TASK DESCRIPTION:
Within the records, find every line that includes the word "Rezervna" and copy it.

Stored records:
────

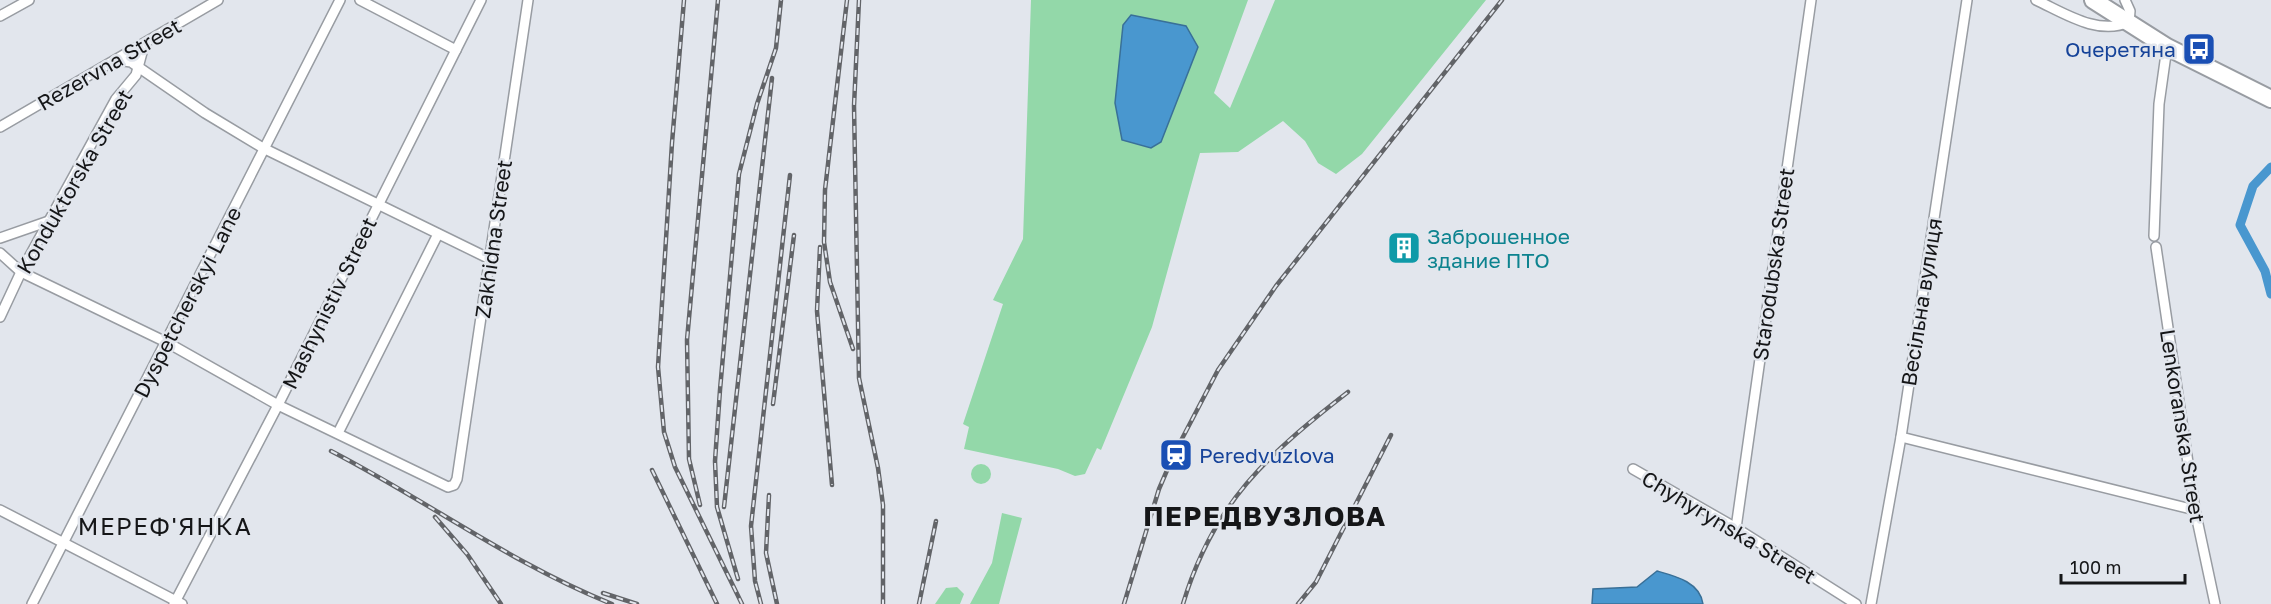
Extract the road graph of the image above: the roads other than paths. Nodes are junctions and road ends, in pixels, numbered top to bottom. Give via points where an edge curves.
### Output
1 (29, 0) edge
2 (218, 0) edge
3 (340, 0) edge
4 (360, 0) edge
5 (481, 0) edge
6 (528, 0) edge
7 (1811, 0) edge
8 (1967, 0) edge
9 (2036, 0) edge
10 (2093, 0) edge
11 (2125, 0) edge
12 (0, 16) edge
13 (2129, 22) junction
14 (144, 45) junction
15 (2167, 46) junction
16 (456, 50) junction
17 (117, 60) junction
18 (138, 67) junction
19 (2271, 99) edge
20 (0, 127) edge
21 (263, 148) junction
22 (377, 204) junction
23 (49, 221) junction
24 (438, 234) junction
25 (2154, 236) dead end
26 (0, 238) edge
27 (2156, 247) dead end
28 (0, 252) edge
29 (490, 259) junction
30 (21, 272) junction
31 (0, 317) edge
32 (168, 342) junction
33 (278, 405) junction
34 (338, 433) junction
35 (1901, 437) junction
36 (1633, 470) dead end
37 (0, 510) edge
38 (2195, 510) junction
39 (1736, 528) junction
40 (63, 543) junction
41 (177, 603) edge
42 (32, 604) edge
43 (1856, 604) edge
44 (1871, 604) edge
45 (2215, 604) edge

1 - 12 street
2 - 14 street, Rezervna Street
3 - 21 street, Dyspetcherskyi Lane
4 - 16 street
5 - 16 street, Mashynistiv Street
6 - 29 street, Zakhidna Street
7 - 39 street, Starodubska Street
8 - 35 street, Весільна вулиця
9 - 13 street via 2103,27
10 - 13 highway
11 - 13 street
13 - 15 highway
14 - 17 street, Rezervna Street
14 - 18 street, Konduktorska Street
15 - 19 highway
15 - 25 street via 2159,104
16 - 22 street, Mashynistiv Street
17 - 18 street
17 - 20 street, Rezervna Street
18 - 21 street
18 - 23 street, Konduktorska Street via 116,99
21 - 22 street
21 - 32 street, Dyspetcherskyi Lane
22 - 24 street
22 - 33 street, Mashynistiv Street
23 - 26 street
23 - 30 street, Konduktorska Street
24 - 29 street
24 - 34 street
27 - 38 street, Lenkoranska Street
28 - 30 street
29 - 34 street, Zakhidna Street via 454,486 448,487
30 - 31 street, Konduktorska Street
30 - 32 street
32 - 33 street
32 - 40 street, Dyspetcherskyi Lane
33 - 34 street
33 - 41 street, Mashynistiv Street
35 - 38 street
35 - 44 street, Весільна вулиця
36 - 39 street, Chyhyrynska Street
37 - 40 street
38 - 45 street, Lenkoranska Street
39 - 43 street, Chyhyrynska Street
40 - 41 street
40 - 42 street, Dyspetcherskyi Lane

────

WORKED SOLUTION:
2 - 14 street, Rezervna Street
14 - 17 street, Rezervna Street
17 - 20 street, Rezervna Street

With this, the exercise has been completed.